La riunione e/o la separazione di giudizi

L'art. 491, comma 2, prevede, anche con riferimento alle questioni relative alla riunione o separazione di giudizi, l'onere di deduzione entro i tempi indicati dal comma 1 della disposizione, facendo, peraltro, salvo il caso in cui la possibilità di proporre tali questioni sorga soltanto nel corso del dibattimento.

La giurisprudenza ha precisato che i giudizi pendenti nel medesimo stato e grado possono essere riuniti nel corso di tutto il grado nel quale essi si trovano, anche successivamente al compimento delle formalità di apertura del dibattimento: "gli artt. 17 e 19, al di fuori della regola della pendenza di entrambi i procedimenti nel medesimo stato e grado, non prevedono ulteriori e diversi limiti, per cui, una volta accertata l'esistenza delle sole condizioni previste dai citati articoli, la riunione o la separazione dei giudizi può essere disposta nel corso di tutto il grado nel quale il processo si trova. Depone in tal senso la lettura dell'art. 491, ove: il comma 1 elenca le questioni che possono e debbono essere trattate con priorità (a pena di decadenza) subito dopo la verifica dell'accertamento della costituzione delle parti; il comma 2 indica, fra le questioni suscettibili di trattazione preliminare, quelle attinenti al contenuto del fascicolo del dibattimento (ex art. 431) e quelle riguardanti la 'riunione' o la 'separazione' dei giudizi, prevedendo, peraltro, la possibilità di una loro trattazione differita a un momento successivo alla fase predibattimentale, qualora l'esigenza sorga nel corso del giudizio. Di qui consegue che la riunione o separazione dei procedimenti, fermi i soli limiti previsti dall'art. 17, può essere disposta anche successivamente al compimento delle formalità di apertura del dibattimento" (Cass.

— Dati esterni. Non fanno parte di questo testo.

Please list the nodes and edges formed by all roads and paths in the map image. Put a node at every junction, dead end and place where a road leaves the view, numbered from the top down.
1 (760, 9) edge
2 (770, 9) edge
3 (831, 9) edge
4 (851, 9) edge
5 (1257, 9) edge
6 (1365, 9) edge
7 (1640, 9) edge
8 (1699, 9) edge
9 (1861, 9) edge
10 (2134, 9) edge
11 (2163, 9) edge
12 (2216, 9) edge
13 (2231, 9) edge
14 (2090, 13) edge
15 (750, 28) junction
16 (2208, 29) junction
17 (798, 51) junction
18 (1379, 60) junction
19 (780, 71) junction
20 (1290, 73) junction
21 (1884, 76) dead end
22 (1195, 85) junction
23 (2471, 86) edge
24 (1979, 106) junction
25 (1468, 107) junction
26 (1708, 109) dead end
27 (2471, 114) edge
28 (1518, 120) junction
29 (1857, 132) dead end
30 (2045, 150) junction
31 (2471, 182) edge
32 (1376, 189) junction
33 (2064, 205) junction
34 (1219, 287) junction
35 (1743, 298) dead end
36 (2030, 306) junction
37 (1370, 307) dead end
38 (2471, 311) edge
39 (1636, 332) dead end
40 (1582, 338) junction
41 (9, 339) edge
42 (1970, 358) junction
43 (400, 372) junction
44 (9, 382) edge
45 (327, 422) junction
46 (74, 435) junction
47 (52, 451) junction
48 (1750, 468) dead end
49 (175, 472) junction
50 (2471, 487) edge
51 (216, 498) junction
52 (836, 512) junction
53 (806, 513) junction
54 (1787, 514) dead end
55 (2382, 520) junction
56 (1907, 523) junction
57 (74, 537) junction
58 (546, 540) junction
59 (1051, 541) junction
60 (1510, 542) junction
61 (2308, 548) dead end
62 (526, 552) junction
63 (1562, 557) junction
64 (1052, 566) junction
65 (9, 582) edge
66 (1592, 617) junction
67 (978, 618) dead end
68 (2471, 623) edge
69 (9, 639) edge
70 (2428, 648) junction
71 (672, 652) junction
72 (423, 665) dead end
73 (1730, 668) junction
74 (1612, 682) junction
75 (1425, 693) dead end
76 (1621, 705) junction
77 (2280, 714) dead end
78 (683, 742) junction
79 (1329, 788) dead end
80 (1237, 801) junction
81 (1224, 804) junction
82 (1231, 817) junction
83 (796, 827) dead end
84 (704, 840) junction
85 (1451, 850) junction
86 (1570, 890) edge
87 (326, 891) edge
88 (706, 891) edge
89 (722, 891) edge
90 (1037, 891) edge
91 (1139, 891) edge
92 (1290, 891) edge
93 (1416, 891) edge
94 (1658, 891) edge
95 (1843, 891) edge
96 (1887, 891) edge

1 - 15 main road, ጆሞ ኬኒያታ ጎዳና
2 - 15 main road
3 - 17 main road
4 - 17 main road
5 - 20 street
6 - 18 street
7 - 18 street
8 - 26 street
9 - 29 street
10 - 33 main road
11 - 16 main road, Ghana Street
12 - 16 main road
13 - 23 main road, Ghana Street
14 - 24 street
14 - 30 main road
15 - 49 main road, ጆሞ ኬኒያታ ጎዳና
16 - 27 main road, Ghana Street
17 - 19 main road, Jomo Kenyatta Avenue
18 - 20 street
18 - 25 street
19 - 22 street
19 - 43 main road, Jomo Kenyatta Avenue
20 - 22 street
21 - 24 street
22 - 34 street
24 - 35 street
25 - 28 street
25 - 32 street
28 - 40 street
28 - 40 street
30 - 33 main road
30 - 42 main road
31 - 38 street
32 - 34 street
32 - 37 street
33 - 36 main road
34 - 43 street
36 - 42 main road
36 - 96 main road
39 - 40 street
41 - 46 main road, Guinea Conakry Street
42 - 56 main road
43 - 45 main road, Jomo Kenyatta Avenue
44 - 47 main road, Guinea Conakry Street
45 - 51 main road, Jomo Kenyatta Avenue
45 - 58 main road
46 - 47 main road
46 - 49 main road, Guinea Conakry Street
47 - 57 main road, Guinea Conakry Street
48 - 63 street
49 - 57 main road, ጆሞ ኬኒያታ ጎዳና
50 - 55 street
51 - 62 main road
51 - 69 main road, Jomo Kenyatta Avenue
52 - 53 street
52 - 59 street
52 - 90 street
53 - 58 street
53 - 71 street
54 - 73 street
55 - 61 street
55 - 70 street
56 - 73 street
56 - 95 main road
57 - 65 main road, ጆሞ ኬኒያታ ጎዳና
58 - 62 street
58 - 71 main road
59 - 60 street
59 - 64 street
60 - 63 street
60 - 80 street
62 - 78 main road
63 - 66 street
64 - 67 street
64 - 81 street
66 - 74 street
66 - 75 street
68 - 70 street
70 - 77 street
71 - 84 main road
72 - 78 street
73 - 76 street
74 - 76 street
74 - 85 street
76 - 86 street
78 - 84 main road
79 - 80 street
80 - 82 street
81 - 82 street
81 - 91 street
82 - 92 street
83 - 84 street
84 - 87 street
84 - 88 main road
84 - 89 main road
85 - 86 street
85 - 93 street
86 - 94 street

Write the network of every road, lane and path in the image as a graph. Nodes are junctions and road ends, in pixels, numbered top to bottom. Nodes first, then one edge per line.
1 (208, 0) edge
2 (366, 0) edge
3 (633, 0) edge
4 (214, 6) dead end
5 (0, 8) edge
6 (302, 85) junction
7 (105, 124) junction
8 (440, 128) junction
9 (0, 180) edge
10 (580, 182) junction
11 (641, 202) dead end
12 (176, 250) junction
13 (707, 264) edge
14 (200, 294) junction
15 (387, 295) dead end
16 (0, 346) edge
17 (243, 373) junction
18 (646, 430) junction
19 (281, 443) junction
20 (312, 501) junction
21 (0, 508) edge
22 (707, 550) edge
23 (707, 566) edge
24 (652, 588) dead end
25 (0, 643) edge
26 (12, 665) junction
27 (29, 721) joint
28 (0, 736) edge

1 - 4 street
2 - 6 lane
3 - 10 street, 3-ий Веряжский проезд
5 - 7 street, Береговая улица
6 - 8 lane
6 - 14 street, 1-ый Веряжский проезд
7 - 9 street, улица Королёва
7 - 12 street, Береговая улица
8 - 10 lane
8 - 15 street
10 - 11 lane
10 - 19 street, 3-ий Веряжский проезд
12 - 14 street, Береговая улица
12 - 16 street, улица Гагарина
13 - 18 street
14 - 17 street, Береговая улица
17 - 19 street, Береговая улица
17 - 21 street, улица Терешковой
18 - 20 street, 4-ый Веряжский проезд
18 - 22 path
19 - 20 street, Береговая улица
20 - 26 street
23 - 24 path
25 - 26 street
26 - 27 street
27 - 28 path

II, n. 983/2011).  

Le conseguenze della rinnovazione del dibattimento per mutamento della composizione del giudicante

Quando, a seguito del mutamento della composizione del collegio giudicante, il procedimento regredisce nella fase degli atti preliminari al dibattimento (che precede la nuova dichiarazione di apertura del dibattimento ex art. 492 c.p.p.), ferma restando (secondo quanto stabilito dall'art. 491, comma 1, c.p.p.) l'improponibilità di questioni preliminari in precedenza non sollevate, il giudice, nella composizione sopravvenuta, ha il potere di valutare ex novo le questioni tempestivamente proposte dalle parti e decise dal giudice diversamente composto (Cass. VI, n. 3746/1999; Cass. I, n. 36032/2018), entrambe in tema di competenza per territorio; nel medesimo senso, successivamente, Cass. S.U., n. 41736/2019, in motivazione).